→ **Extracted records**

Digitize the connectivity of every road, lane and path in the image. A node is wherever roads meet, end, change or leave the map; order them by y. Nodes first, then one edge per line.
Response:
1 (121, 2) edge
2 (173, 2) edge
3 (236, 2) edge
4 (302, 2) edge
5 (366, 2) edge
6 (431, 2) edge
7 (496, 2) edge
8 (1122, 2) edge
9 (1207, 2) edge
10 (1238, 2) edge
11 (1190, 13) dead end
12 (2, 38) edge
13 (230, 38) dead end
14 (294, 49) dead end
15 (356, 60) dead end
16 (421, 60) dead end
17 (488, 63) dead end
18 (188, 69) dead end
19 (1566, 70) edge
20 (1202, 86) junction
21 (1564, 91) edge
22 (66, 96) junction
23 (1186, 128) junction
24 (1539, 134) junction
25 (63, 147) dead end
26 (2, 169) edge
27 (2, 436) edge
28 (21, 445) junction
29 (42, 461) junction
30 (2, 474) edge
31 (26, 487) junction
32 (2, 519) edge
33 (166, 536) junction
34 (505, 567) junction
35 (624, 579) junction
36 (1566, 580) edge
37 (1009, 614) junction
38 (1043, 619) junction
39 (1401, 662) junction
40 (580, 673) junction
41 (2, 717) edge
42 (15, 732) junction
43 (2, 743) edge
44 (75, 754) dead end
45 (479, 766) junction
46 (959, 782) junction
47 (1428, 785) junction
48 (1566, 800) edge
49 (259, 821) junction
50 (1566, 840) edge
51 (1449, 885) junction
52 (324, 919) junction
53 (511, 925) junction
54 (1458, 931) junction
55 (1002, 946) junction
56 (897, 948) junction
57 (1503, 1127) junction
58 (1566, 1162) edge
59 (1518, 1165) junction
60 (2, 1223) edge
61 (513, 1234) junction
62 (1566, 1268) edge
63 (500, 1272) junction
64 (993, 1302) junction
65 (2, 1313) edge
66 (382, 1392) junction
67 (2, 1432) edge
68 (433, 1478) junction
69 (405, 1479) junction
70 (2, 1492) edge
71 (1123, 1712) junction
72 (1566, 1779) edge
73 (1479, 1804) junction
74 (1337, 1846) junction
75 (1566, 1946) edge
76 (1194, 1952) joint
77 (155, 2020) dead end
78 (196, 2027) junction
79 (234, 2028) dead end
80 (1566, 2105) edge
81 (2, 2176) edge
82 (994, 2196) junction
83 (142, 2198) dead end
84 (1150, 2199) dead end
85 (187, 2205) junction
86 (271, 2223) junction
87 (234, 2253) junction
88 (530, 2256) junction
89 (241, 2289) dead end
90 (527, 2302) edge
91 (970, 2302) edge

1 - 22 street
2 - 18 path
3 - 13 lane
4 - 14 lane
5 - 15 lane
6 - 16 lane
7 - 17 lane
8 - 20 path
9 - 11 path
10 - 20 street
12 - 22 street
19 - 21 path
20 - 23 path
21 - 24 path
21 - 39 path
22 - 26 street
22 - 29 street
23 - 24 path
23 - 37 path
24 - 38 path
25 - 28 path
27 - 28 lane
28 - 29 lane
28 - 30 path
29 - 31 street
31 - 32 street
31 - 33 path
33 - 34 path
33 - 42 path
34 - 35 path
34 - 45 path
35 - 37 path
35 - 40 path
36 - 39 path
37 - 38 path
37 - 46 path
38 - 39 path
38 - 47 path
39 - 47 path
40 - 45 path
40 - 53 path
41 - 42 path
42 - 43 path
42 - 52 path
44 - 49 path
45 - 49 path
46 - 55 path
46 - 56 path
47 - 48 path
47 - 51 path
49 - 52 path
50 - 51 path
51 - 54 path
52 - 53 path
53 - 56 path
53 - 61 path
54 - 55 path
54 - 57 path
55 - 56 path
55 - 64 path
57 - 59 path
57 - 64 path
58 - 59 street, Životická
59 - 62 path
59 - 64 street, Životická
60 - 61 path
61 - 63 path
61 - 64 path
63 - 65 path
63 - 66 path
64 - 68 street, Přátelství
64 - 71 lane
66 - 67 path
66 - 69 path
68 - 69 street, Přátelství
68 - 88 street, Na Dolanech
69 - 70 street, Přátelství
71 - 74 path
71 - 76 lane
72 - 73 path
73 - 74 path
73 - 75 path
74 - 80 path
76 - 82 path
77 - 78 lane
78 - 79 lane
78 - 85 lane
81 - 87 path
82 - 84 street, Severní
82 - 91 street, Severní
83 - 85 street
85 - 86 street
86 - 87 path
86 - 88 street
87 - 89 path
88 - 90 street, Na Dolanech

→ **What this task involves**
Type out the full listing again, exactly as given.

→ **Solution to the problem**
Digitize the connectivity of every road, lane and path in the image. A node is wherever roads meet, end, change or leave the map; order them by y. Nodes first, then one edge per line.
Response:
1 (121, 2) edge
2 (173, 2) edge
3 (236, 2) edge
4 (302, 2) edge
5 (366, 2) edge
6 (431, 2) edge
7 (496, 2) edge
8 (1122, 2) edge
9 (1207, 2) edge
10 (1238, 2) edge
11 (1190, 13) dead end
12 (2, 38) edge
13 (230, 38) dead end
14 (294, 49) dead end
15 (356, 60) dead end
16 (421, 60) dead end
17 (488, 63) dead end
18 (188, 69) dead end
19 (1566, 70) edge
20 (1202, 86) junction
21 (1564, 91) edge
22 (66, 96) junction
23 (1186, 128) junction
24 (1539, 134) junction
25 (63, 147) dead end
26 (2, 169) edge
27 (2, 436) edge
28 (21, 445) junction
29 (42, 461) junction
30 (2, 474) edge
31 (26, 487) junction
32 (2, 519) edge
33 (166, 536) junction
34 (505, 567) junction
35 (624, 579) junction
36 (1566, 580) edge
37 (1009, 614) junction
38 (1043, 619) junction
39 (1401, 662) junction
40 (580, 673) junction
41 (2, 717) edge
42 (15, 732) junction
43 (2, 743) edge
44 (75, 754) dead end
45 (479, 766) junction
46 (959, 782) junction
47 (1428, 785) junction
48 (1566, 800) edge
49 (259, 821) junction
50 (1566, 840) edge
51 (1449, 885) junction
52 (324, 919) junction
53 (511, 925) junction
54 (1458, 931) junction
55 (1002, 946) junction
56 (897, 948) junction
57 (1503, 1127) junction
58 (1566, 1162) edge
59 (1518, 1165) junction
60 (2, 1223) edge
61 (513, 1234) junction
62 (1566, 1268) edge
63 (500, 1272) junction
64 (993, 1302) junction
65 (2, 1313) edge
66 (382, 1392) junction
67 (2, 1432) edge
68 (433, 1478) junction
69 (405, 1479) junction
70 (2, 1492) edge
71 (1123, 1712) junction
72 (1566, 1779) edge
73 (1479, 1804) junction
74 (1337, 1846) junction
75 (1566, 1946) edge
76 (1194, 1952) joint
77 (155, 2020) dead end
78 (196, 2027) junction
79 (234, 2028) dead end
80 (1566, 2105) edge
81 (2, 2176) edge
82 (994, 2196) junction
83 (142, 2198) dead end
84 (1150, 2199) dead end
85 (187, 2205) junction
86 (271, 2223) junction
87 (234, 2253) junction
88 (530, 2256) junction
89 (241, 2289) dead end
90 (527, 2302) edge
91 (970, 2302) edge

1 - 22 street
2 - 18 path
3 - 13 lane
4 - 14 lane
5 - 15 lane
6 - 16 lane
7 - 17 lane
8 - 20 path
9 - 11 path
10 - 20 street
12 - 22 street
19 - 21 path
20 - 23 path
21 - 24 path
21 - 39 path
22 - 26 street
22 - 29 street
23 - 24 path
23 - 37 path
24 - 38 path
25 - 28 path
27 - 28 lane
28 - 29 lane
28 - 30 path
29 - 31 street
31 - 32 street
31 - 33 path
33 - 34 path
33 - 42 path
34 - 35 path
34 - 45 path
35 - 37 path
35 - 40 path
36 - 39 path
37 - 38 path
37 - 46 path
38 - 39 path
38 - 47 path
39 - 47 path
40 - 45 path
40 - 53 path
41 - 42 path
42 - 43 path
42 - 52 path
44 - 49 path
45 - 49 path
46 - 55 path
46 - 56 path
47 - 48 path
47 - 51 path
49 - 52 path
50 - 51 path
51 - 54 path
52 - 53 path
53 - 56 path
53 - 61 path
54 - 55 path
54 - 57 path
55 - 56 path
55 - 64 path
57 - 59 path
57 - 64 path
58 - 59 street, Životická
59 - 62 path
59 - 64 street, Životická
60 - 61 path
61 - 63 path
61 - 64 path
63 - 65 path
63 - 66 path
64 - 68 street, Přátelství
64 - 71 lane
66 - 67 path
66 - 69 path
68 - 69 street, Přátelství
68 - 88 street, Na Dolanech
69 - 70 street, Přátelství
71 - 74 path
71 - 76 lane
72 - 73 path
73 - 74 path
73 - 75 path
74 - 80 path
76 - 82 path
77 - 78 lane
78 - 79 lane
78 - 85 lane
81 - 87 path
82 - 84 street, Severní
82 - 91 street, Severní
83 - 85 street
85 - 86 street
86 - 87 path
86 - 88 street
87 - 89 path
88 - 90 street, Na Dolanech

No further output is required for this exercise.